TASK BRIEF :: Write out exactly the lines of the material below, beginning at the top and ending at the line that contains "position:absolute; translate:-50% -33px;".

MATERIAL PROVIDED ::
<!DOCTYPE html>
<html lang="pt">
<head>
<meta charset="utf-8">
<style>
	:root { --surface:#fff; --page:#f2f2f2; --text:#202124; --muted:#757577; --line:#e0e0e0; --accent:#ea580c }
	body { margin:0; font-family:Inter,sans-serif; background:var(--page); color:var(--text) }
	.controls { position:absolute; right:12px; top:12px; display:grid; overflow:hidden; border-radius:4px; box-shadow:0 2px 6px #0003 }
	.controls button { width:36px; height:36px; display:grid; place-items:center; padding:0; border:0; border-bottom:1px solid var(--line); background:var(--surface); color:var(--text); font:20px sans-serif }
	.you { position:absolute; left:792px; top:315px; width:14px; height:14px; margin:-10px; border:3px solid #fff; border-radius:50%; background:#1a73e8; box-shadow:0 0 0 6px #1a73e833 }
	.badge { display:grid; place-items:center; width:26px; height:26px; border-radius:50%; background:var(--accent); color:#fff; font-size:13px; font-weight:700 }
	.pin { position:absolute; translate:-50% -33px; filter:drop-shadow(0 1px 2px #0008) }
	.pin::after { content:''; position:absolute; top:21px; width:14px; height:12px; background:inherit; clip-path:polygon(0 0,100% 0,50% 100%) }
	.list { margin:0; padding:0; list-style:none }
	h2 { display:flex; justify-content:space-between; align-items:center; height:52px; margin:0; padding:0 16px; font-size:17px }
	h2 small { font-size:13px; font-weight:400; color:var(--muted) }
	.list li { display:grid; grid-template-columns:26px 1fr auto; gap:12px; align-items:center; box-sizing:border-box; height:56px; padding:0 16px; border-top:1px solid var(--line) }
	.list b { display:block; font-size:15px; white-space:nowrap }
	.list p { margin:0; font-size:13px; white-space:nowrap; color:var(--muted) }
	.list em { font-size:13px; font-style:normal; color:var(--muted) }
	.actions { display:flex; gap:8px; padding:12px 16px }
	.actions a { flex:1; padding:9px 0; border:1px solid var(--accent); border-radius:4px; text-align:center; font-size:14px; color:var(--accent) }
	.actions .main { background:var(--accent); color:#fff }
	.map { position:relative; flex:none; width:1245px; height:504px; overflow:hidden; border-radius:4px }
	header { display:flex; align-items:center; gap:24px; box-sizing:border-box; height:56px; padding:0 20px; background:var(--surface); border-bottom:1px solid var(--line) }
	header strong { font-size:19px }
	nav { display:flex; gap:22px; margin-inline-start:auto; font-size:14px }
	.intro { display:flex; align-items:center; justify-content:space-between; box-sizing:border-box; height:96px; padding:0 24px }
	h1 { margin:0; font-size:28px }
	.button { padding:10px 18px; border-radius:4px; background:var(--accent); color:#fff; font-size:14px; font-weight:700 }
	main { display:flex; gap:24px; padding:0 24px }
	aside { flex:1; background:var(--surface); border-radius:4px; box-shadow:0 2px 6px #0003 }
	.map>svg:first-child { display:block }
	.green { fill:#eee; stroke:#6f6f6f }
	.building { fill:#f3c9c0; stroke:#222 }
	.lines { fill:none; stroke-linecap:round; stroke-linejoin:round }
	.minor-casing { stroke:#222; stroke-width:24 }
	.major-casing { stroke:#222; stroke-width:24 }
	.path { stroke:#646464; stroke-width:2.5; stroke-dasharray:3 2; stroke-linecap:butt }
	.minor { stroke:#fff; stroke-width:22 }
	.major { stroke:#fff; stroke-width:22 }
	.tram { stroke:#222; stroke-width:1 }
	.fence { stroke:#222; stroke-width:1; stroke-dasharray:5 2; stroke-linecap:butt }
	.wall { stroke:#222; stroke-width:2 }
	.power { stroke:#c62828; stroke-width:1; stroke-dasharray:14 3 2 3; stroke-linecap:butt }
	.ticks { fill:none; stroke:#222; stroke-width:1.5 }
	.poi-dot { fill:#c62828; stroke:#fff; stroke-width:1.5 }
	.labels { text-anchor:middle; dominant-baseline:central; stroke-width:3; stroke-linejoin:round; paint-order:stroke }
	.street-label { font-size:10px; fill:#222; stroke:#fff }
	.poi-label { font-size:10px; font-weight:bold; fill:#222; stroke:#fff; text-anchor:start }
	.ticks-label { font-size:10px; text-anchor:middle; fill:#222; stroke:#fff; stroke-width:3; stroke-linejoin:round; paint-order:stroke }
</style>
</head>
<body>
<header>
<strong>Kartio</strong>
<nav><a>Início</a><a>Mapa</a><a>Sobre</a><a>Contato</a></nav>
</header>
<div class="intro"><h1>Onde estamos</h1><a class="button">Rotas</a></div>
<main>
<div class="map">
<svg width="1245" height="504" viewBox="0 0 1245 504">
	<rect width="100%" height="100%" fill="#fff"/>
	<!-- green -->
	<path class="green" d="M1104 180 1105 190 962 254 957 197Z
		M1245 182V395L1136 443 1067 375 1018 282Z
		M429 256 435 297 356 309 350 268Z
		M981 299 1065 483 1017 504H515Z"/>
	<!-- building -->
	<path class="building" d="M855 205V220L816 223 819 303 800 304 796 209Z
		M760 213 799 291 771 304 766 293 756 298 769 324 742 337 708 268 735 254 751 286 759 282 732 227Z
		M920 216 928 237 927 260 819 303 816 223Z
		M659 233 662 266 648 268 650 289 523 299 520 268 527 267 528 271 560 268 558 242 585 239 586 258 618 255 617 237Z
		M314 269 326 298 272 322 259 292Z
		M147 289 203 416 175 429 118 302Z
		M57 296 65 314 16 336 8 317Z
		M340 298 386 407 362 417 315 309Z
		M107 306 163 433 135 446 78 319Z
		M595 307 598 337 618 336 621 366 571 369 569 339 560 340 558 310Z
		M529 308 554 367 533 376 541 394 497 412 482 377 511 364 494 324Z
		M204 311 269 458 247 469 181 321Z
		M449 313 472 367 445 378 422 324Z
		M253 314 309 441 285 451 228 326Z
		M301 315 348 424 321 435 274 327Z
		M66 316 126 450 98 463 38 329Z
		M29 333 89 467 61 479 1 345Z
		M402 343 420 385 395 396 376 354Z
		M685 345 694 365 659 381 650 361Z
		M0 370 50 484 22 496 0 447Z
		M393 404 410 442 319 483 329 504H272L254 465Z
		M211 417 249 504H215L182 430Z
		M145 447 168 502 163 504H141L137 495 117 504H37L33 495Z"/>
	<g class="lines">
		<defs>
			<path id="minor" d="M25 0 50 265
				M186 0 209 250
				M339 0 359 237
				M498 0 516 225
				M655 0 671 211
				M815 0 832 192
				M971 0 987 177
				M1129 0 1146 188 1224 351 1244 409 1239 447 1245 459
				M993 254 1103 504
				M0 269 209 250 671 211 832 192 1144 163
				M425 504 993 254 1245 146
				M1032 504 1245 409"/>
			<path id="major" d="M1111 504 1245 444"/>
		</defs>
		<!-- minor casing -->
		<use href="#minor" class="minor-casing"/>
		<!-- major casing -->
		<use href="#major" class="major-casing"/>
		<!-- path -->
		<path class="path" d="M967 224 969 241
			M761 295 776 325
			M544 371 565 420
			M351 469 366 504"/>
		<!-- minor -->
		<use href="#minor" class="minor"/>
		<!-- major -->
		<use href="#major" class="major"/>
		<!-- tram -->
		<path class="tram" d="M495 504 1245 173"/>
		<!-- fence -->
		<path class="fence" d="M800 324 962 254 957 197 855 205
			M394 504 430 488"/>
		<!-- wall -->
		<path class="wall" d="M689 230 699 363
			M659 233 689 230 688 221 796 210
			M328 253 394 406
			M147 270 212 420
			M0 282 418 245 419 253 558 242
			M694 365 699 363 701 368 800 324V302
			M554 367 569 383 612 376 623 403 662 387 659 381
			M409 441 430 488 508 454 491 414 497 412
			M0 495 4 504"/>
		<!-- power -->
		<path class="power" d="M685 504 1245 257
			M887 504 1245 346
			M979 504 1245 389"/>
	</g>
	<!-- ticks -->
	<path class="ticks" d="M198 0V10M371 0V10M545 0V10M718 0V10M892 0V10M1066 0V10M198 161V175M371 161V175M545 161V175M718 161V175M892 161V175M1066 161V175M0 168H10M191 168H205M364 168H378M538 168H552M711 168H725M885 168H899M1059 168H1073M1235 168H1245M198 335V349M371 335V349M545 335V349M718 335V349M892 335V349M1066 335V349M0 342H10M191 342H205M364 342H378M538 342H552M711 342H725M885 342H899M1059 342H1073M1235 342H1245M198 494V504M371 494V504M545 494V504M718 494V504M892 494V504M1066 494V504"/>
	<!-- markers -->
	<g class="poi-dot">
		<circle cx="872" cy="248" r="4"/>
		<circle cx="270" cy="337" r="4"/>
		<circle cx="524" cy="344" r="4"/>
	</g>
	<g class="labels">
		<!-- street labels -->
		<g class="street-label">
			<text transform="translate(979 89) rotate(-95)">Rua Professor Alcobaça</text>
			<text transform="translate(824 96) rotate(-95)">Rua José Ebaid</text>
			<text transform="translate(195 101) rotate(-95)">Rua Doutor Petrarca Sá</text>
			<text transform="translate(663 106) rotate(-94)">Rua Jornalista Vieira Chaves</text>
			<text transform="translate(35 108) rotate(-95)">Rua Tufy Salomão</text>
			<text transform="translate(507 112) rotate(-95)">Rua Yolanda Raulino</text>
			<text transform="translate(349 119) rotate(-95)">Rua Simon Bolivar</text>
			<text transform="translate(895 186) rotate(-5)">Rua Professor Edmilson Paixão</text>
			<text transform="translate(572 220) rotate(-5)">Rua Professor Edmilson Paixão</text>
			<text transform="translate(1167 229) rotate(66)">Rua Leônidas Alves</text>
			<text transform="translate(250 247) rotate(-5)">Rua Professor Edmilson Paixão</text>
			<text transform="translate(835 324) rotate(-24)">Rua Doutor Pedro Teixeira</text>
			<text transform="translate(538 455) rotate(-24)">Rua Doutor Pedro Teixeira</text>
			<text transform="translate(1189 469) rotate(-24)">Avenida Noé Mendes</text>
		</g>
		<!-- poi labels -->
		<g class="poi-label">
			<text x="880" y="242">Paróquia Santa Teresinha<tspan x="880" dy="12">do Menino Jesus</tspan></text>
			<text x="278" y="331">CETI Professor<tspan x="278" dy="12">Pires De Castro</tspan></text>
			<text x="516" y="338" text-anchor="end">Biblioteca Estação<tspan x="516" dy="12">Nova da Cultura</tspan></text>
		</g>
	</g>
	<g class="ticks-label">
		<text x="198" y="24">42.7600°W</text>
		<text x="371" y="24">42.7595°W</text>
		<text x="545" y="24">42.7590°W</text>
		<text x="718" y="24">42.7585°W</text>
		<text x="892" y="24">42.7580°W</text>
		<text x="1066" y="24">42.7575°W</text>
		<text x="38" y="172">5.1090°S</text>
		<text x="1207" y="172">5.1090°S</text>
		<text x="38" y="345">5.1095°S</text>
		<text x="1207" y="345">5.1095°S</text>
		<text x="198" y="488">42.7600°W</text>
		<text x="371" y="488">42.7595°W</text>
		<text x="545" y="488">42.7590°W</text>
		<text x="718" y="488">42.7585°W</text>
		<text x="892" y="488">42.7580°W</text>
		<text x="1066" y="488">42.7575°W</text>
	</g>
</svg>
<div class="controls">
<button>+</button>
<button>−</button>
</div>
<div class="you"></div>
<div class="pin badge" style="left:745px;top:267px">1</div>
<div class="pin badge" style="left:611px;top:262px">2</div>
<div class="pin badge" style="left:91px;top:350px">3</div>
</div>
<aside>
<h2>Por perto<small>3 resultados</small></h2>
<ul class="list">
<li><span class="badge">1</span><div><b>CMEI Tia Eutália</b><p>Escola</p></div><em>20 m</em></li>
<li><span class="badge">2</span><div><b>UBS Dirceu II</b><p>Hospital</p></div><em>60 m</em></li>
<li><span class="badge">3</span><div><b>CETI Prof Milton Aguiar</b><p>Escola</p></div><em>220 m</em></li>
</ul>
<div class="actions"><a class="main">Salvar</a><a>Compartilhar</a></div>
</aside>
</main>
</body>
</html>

EXERCISE ANSWER ::
<!DOCTYPE html>
<html lang="pt">
<head>
<meta charset="utf-8">
<style>
	:root { --surface:#fff; --page:#f2f2f2; --text:#202124; --muted:#757577; --line:#e0e0e0; --accent:#ea580c }
	body { margin:0; font-family:Inter,sans-serif; background:var(--page); color:var(--text) }
	.controls { position:absolute; right:12px; top:12px; display:grid; overflow:hidden; border-radius:4px; box-shadow:0 2px 6px #0003 }
	.controls button { width:36px; height:36px; display:grid; place-items:center; padding:0; border:0; border-bottom:1px solid var(--line); background:var(--surface); color:var(--text); font:20px sans-serif }
	.you { position:absolute; left:792px; top:315px; width:14px; height:14px; margin:-10px; border:3px solid #fff; border-radius:50%; background:#1a73e8; box-shadow:0 0 0 6px #1a73e833 }
	.badge { display:grid; place-items:center; width:26px; height:26px; border-radius:50%; background:var(--accent); color:#fff; font-size:13px; font-weight:700 }
	.pin { position:absolute; translate:-50% -33px; filter:drop-shadow(0 1px 2px #0008) }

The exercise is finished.